Podczas kiedy to wszystko mi się przydarzało, jakaś kobieta zapoznawała się z moim ciałem. Kiedy dotknęła rękami mojego penisa, poczułem, że mam wytrysk. Było to wielką niespodzianką, ale tylko dla mnie. Wszyscy wokoło mnie, czytając znaki rękoma, już od jakiegoś czasu wiedzieli, co się wydarzy. Momentalnie zaczęli mnie dotykać. Prawie rozumiałem, że przekazują mi uczucia czułości. Jeśli nie zrozumiałem słów, wyczuwałem sens. Byłem straszliwie zażenowany, choć tylko przez chwilę; przy ogólnej akceptacji to bardzo szybko minęło. Doznanie było szalenie intensywne. Przez długi czas nie mogłem złapać oddechu.

Kobieta, która to wszystko spowodowała, dotykała palcami moich ust. Jej ruchy były powolne, ale, wiedziałem o tym, pełne treści. Po chwili stopiła się z grupą.

- Co ona powiedziała? - zapytałem.

Różowa uśmiechnęła się do mnie.

- Przecież wiesz. Gdybyś tylko mógł odciąć się od tych twoich werbalizacji. Lecz, generalnie, miała na myśli, że „to było cudowne dla ciebie”. Można to również przetłumaczyć na „to było cudowne dla mnie”. A „dla mnie”, tutaj, oznacza nas wszystkich. Organizm.

Wiedziałem, że muszę zostać i nauczyć się mówić.

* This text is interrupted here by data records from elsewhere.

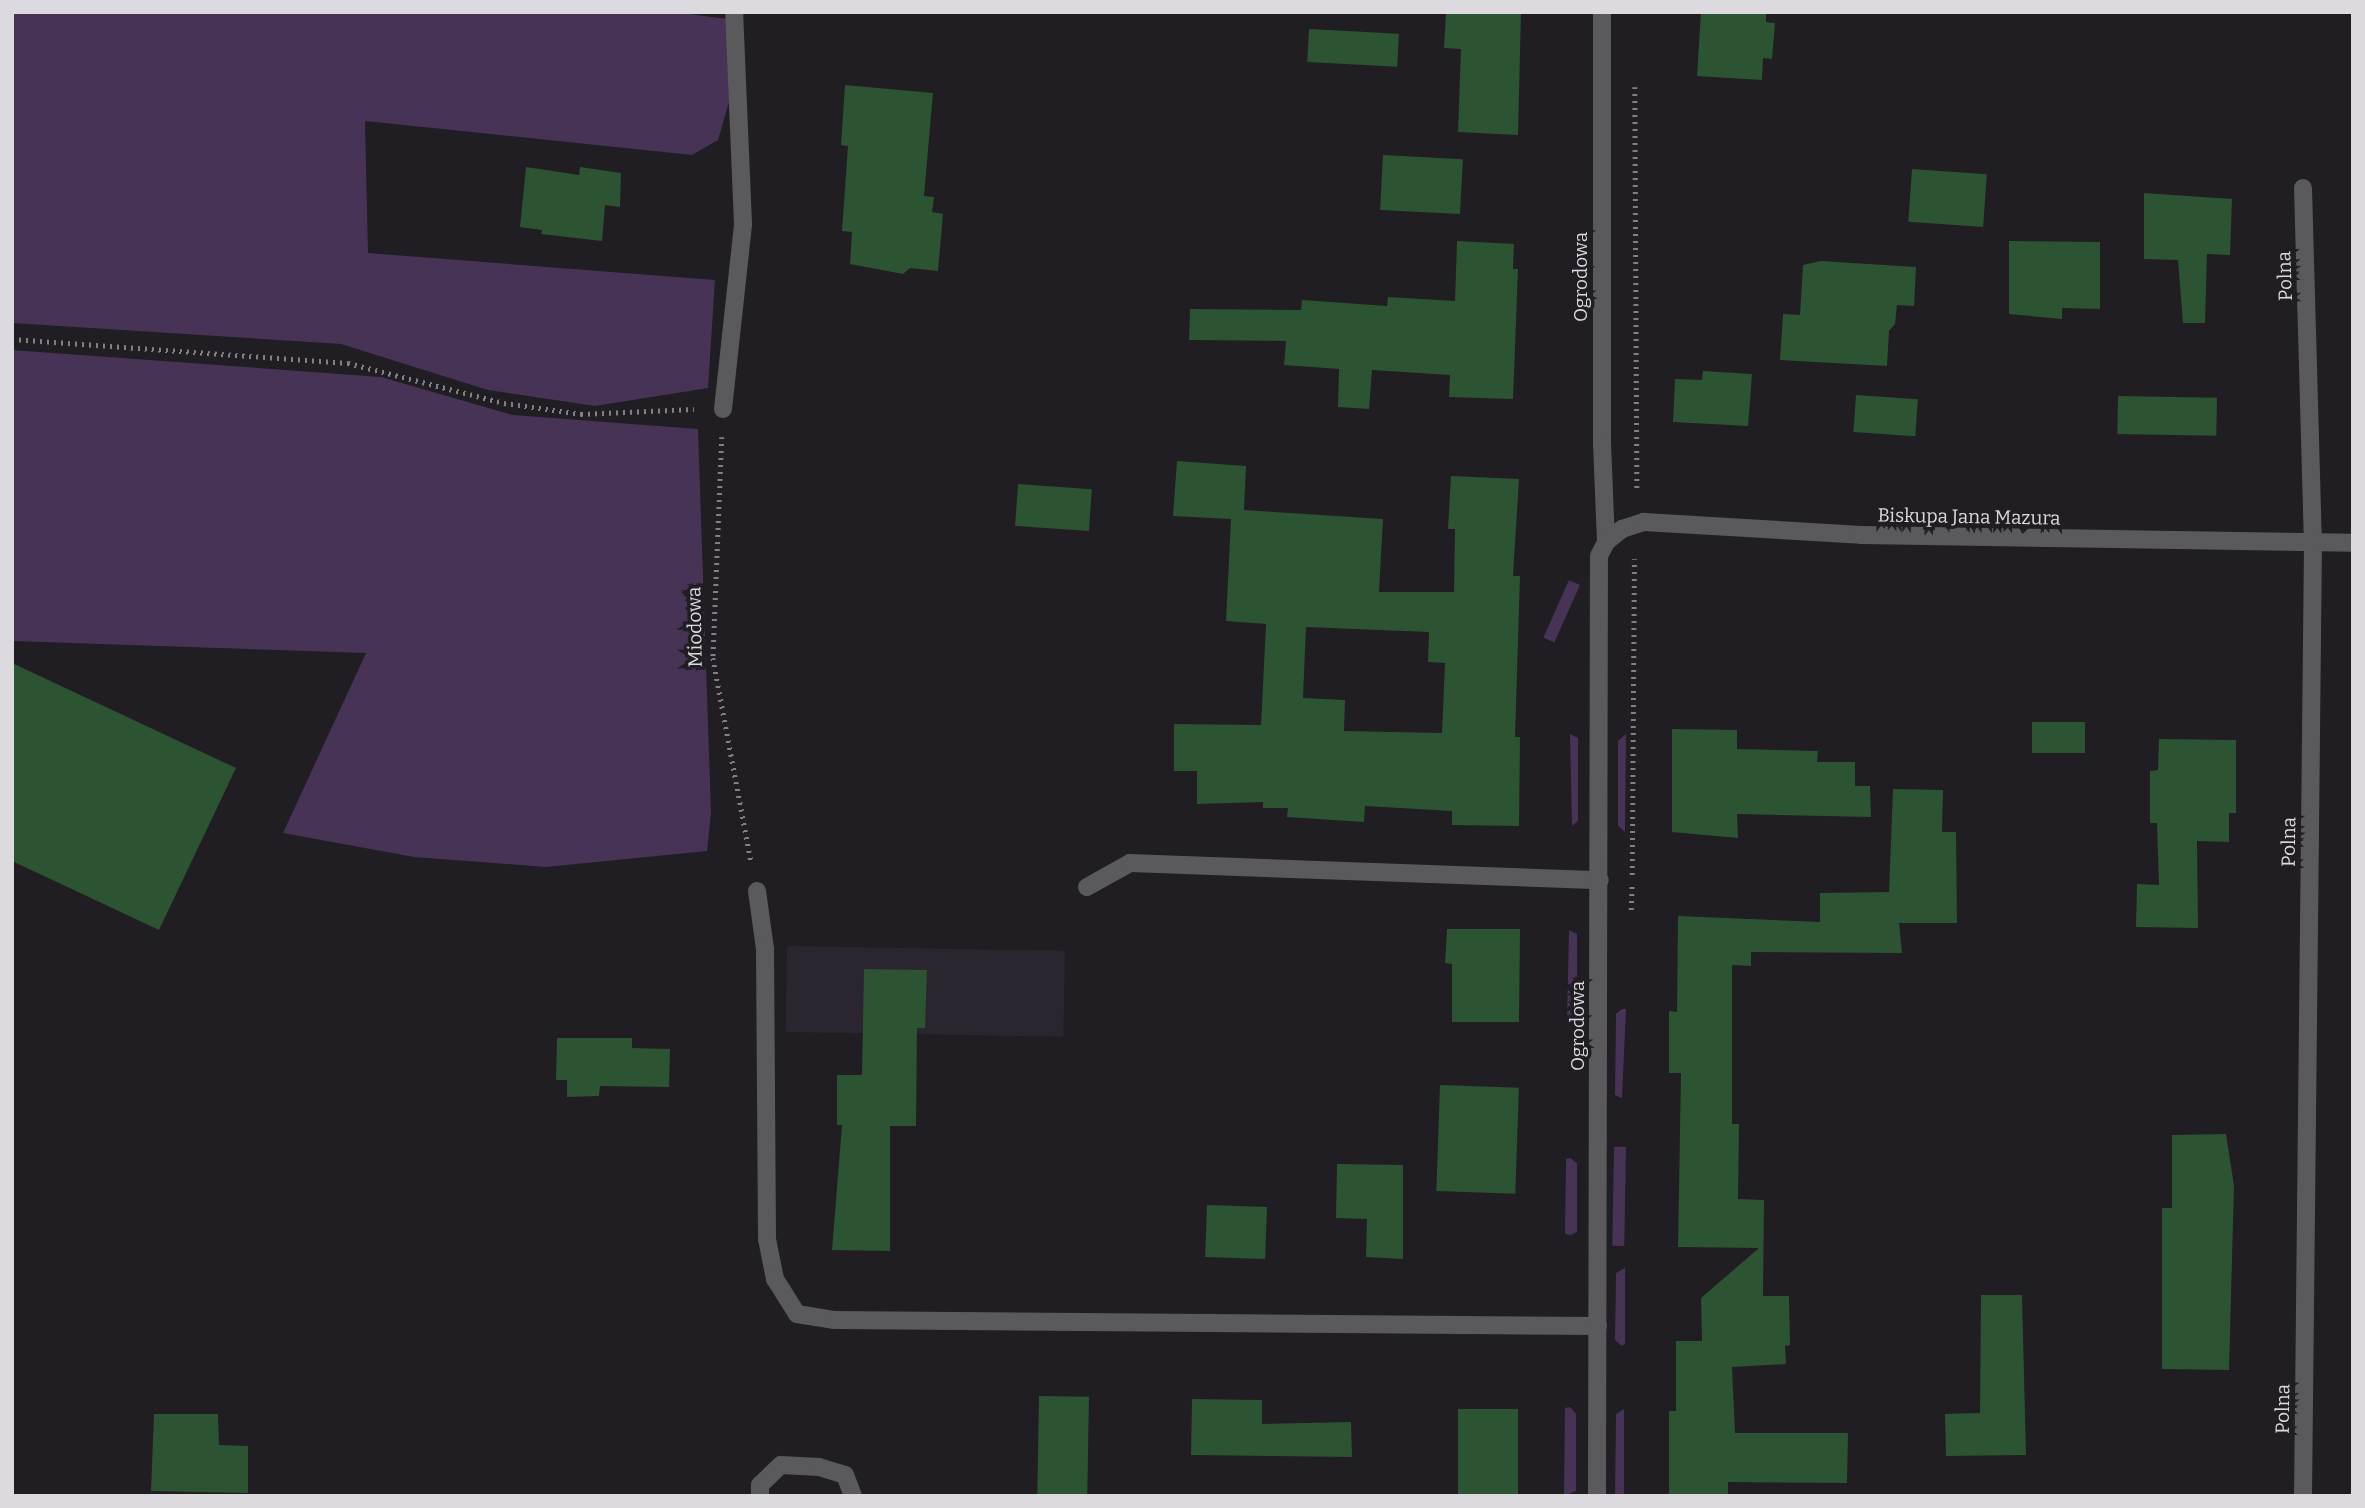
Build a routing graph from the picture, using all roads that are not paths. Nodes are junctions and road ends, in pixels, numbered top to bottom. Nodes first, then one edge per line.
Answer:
1 (734, 12) edge
2 (1602, 12) edge
3 (2303, 188) dead end
4 (723, 408) road end
5 (2313, 543) junction
6 (2353, 543) edge
7 (1602, 549) junction
8 (1600, 880) junction
9 (1087, 887) dead end
10 (757, 891) road end
11 (1598, 1326) junction
12 (760, 1496) edge
13 (853, 1496) edge
14 (1597, 1496) edge
15 (2304, 1496) edge

1 - 4 street
2 - 7 street, Ogrodowa
3 - 5 street, Polna
5 - 6 street, Biskupa Jana Mazura
5 - 7 street, Biskupa Jana Mazura
5 - 15 street, Polna
7 - 8 street, Ogrodowa
8 - 9 street
8 - 11 street, Ogrodowa
10 - 11 street
11 - 14 street, Ogrodowa
12 - 13 street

Komuna przeżywała wzloty i upadki. Założyli, że kłopoty będą, ale nie wiedzieli, jaką postać przybiorą.

W zimie wymarzło wiele drzew owocowych. Zastąpili je nowymi odmianami. Burze wypłukały więcej nawozu i dobrej ziemi, ponieważ koniczyna nie zdążyła wystarczająco mocno się ukorzenić, by je związać. Procesy sądowe opóźniły rozpoczęcie prac i właściwie dopiero w następnym roku wszystko ruszyło właściwym torem.

Wymarły wszystkie ryby. Wykorzystali je na nawóz i sprawdzili, na czym polegał błąd. Stosowali trzystopniowy system ekologiczny wprowadzony przez Nowych Alchemików w latach siedemdziesiątych. Polegało to na tym, że założyli trzy stawy: w jednym trzymano ryby, w drugim w jednej części hodowano algi, a w drugiej bakterie i pokruszone muszle, a trzeci był pełen wilczego łyka. Wodę z zanieczyszczeniami ze stawu rybnego pompowano przez muszle i bakterie, które pozbawiały ją toksyn i przekształcały zawarty w niej amoniak na pożywkę dla alg. Wodę algową pompowano do trzeciego zbiornika, by zasilić wilcze łyko. Następnie wilcze łyko i algi przenoszono do stawu rybnego jako karmę dla ryb, a wzbogaconą wodą zasilano cieplarniane rośliny we wszystkich kopułach.

Zbadali wodę i glebę i okazało się, że chemikalia wypłukiwane z muszli ulegały koncentracji gdzieś w dalszej części tego odżywczego łańcucha. Po gruntownym czyszczeniu i ponownym uruchomieniu procesu wszystko przebiegło już dobrze. Ale pierwszy wkład poszedł na marne.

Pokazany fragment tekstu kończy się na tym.